For those of you who aren't watching the minutiae in the news today, you may have missed this item. Disney/ABC traded Al Michaels, the sportscaster, to NBC (which owns Universal) in exchange for the rights to Oswald the Rabbit.
Yes indeed. A guy was traded for a cartoon character. For those of you who don't follow the Disney "world," Oswald was an early creation of Walt Disney and a precursor to Mickey Mouse. Disney created him while working for Universal and they've retained the rights all these years, media corporate mergers notwithstanding.
Michaels was planning to do Monday Night Football for ESPN, but for lots of complicated (and boring) reasons, he wants out of his contract with ABC, thus the trade.
Here's how it went down:
NBC guy: We want Al.
ABC guy: You can't have him.
NBC: What do you want for him?
ABC: Um, one of Leno's cars.
NBC: No can do. How about a gross of peacock cups?
ABC: (sigh) Ok, let's see, how about a successful sitcom. Maybe My Name is Earl?
NBC: Are you kidding? You can have the rights to the unaired episodes of Book of Daniel. Watch out though, the scary Christians will hate you.
ABC: Nah. OK, let's see how about we give you Chris Berman, the most annoying sportscaster ever?
NBC: You want to give us Berman so that we take Michaels. No way. See we got Keith Olberman already and he's pretty funny even if he is difficult. Plus he keeps punking O'Reilly, which is pretty nice. Berman would just pun his name.
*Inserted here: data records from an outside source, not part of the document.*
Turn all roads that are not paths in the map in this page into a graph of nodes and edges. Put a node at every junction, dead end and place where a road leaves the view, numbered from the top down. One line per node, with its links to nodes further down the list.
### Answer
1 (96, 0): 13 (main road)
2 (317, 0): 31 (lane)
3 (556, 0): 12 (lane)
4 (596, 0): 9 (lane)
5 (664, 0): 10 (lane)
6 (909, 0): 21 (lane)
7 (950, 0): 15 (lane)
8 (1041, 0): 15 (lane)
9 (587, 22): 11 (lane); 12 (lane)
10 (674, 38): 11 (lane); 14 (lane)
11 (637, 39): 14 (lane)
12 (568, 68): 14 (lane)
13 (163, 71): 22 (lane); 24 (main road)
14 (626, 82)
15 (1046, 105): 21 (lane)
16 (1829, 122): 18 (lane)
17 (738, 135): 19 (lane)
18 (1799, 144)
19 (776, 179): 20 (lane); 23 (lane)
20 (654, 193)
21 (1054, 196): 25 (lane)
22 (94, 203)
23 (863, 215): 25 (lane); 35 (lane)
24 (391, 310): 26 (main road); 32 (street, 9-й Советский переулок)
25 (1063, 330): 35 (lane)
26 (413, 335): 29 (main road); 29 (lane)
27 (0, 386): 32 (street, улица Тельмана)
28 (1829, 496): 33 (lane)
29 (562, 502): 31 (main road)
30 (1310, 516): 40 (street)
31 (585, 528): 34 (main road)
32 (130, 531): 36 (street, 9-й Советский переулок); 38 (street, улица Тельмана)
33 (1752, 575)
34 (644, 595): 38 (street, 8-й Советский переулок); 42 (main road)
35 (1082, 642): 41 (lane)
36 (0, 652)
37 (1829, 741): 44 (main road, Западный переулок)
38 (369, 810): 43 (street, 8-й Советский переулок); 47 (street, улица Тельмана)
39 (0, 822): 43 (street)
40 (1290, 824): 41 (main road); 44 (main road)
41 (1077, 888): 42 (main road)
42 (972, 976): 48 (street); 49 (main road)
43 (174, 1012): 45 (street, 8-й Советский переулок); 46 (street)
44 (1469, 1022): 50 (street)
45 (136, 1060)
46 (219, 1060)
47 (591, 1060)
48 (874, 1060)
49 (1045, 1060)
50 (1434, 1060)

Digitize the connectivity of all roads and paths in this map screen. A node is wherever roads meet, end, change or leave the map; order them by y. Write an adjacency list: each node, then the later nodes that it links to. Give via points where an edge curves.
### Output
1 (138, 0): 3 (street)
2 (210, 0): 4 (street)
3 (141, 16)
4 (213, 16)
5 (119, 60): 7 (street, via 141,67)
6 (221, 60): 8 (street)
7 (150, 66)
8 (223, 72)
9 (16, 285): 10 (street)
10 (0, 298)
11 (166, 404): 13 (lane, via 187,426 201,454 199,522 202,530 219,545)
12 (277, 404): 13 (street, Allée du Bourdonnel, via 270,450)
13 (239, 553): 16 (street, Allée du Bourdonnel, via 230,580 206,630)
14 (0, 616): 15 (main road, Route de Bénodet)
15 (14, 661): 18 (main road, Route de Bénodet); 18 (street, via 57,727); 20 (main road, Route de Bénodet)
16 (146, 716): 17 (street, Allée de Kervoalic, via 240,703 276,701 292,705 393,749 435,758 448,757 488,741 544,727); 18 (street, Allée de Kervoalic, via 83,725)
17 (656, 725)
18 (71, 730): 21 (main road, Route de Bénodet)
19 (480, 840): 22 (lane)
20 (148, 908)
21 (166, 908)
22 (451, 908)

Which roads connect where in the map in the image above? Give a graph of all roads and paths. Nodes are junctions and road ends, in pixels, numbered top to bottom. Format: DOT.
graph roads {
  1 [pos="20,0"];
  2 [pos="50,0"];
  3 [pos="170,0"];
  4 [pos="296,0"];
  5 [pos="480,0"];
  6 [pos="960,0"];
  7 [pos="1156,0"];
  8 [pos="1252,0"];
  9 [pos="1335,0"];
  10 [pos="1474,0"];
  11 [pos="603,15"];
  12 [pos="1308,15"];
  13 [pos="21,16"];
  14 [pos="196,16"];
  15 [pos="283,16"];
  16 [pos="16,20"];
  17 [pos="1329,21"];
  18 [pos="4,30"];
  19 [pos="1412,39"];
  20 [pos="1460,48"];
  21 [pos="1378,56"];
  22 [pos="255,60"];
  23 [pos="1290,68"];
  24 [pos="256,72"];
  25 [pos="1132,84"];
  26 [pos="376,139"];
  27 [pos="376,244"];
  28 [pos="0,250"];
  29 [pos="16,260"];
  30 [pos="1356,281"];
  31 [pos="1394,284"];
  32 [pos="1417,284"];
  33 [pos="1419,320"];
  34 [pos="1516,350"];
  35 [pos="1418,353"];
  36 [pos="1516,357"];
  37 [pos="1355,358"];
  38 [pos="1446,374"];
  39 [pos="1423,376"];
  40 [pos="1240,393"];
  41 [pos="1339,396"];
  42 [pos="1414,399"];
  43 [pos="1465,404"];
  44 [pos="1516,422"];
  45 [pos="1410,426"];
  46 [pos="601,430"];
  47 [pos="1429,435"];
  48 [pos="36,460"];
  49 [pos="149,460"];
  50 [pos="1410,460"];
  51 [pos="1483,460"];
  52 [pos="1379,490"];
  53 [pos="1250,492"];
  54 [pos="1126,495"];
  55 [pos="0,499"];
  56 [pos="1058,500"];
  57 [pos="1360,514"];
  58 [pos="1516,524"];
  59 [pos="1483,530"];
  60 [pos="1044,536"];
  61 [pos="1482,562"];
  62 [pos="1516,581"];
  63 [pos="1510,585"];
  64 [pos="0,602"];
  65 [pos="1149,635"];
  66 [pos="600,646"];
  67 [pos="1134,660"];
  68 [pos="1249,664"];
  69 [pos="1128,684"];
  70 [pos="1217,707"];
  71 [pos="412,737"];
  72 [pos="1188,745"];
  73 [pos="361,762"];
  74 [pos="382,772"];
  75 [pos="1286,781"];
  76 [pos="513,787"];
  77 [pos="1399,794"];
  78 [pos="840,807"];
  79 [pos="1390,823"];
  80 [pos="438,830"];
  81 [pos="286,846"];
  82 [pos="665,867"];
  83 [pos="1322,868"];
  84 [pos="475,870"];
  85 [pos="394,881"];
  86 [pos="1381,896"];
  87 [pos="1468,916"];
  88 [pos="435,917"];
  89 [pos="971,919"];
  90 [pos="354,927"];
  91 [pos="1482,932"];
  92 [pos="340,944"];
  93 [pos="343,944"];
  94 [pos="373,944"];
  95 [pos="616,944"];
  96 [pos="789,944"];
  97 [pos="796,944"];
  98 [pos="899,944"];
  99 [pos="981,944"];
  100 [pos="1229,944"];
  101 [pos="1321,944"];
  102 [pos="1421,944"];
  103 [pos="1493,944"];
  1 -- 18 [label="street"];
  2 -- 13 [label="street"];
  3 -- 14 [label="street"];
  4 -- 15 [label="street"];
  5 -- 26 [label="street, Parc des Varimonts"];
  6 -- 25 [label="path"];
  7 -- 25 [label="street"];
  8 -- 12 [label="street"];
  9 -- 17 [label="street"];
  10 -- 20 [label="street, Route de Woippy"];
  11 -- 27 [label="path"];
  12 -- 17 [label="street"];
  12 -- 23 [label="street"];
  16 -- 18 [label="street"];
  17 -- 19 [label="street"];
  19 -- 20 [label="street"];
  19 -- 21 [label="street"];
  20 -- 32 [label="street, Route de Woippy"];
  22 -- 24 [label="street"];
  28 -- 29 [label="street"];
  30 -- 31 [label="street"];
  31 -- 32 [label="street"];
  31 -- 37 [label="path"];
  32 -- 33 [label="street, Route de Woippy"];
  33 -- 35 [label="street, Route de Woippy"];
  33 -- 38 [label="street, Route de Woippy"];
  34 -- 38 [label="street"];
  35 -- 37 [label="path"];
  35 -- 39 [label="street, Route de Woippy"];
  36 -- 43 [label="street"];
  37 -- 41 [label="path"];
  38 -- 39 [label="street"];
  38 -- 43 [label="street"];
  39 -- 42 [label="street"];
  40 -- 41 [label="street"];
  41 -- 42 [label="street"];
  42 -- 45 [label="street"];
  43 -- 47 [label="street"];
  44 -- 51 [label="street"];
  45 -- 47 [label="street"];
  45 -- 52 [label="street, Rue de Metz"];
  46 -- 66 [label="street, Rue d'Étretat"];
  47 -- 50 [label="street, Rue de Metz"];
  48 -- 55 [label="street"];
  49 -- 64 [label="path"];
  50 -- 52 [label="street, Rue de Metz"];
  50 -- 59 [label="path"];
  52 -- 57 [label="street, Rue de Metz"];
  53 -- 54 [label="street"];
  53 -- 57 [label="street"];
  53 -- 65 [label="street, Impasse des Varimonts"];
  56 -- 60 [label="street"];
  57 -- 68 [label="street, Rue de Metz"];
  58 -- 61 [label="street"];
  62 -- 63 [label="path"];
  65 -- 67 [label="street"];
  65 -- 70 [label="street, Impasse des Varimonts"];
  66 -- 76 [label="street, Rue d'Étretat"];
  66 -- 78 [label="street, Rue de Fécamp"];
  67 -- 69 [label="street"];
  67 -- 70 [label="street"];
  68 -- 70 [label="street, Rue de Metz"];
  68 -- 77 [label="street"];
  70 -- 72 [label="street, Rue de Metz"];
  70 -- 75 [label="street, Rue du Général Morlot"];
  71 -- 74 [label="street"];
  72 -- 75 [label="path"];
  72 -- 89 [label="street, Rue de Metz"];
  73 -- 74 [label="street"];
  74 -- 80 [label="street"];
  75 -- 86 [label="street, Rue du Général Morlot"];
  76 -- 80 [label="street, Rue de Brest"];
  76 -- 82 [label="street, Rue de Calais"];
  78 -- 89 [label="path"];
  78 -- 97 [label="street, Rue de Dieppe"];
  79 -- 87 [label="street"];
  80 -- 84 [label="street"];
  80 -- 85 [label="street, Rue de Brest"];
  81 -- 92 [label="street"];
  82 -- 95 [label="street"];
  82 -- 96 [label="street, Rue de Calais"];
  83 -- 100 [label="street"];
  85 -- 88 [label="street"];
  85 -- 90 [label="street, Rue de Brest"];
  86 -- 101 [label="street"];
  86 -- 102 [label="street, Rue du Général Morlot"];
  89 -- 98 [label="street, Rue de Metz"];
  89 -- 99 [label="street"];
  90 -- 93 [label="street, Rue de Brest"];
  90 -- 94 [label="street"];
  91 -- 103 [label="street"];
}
Plus he never shuts up and every senesible person in the world hates him.
ABC: Are you mareketing to sensible people now? No wonder you're third. Anyway, how about you give us one of your lamer cable channels? USA?
NBC: It is lame, but no. You want the footage of Costas trying to explain the symbolism of the Opening Ceremonies of the Torino Olympics? By the way isn't "Torino" a cool way to refer to it? 'Turin" is so pedestrian. That footage is so "right now."*
ABC: Ok, let's cut to it. We want the rabbit.
NBC: Rabbit?
ABC: Yeah, the Disney rabbit. All those jokes about how often rabbits procreate--they're hilarious. Plus which, the Disney people WILL NOT shut up about the rabbit.
NBC: You want to swap the rabbit for Michaels?
ABC: Yep.
NBC: Well, ok. It's sort of weird.
ABC: OK, throw in some peacock cups too, then if anybody asks it'll seem less random.
NBC: You got it.
*I know the swap happened before the opening ceremonies, give me a little latitude.
There you have it, the sporkseye view of Hollywood. Come back soon when we will explore other important Hollywood topics like whether Ryan Phillippe is most jealous of wife Reese Witherspoon's money or talent. And we'll reveal, through the magic of Scout's life experience, which "characters" at the Chinese Theater in Hollywood are the skankiest. My money is on Elmo. We'll see.
4 comments:
The Daily Show had a great interview with the Chinese Theater "Superman" and his special brand of crazy:
Click on "Man of Steel Resolve"
I saw Elmo without his head yesterday, and my money is on him as well.
I guess if a guy looks to get out of his contract, he can't choose the terms, but it does seem a bit embarrassing to be traded for a cartoon character. On the other hand, humans die, animation is forever.
Animation is forever until the old film it's on combusts. Sort of like the whatevers.
Peacock cups? I want one! Especially if it's one of those old ones with more feathers than they use now. Remember that peacock--with the tear-shaped color dots on the ends? I loved that one.
Oh, you're blog entry was about Al Michaels? Sorry. Um, the obvious retort to a story like this about Michaels, of course, is: "Do you believe in miracles? Yes!! I was traded for a rabbit!!"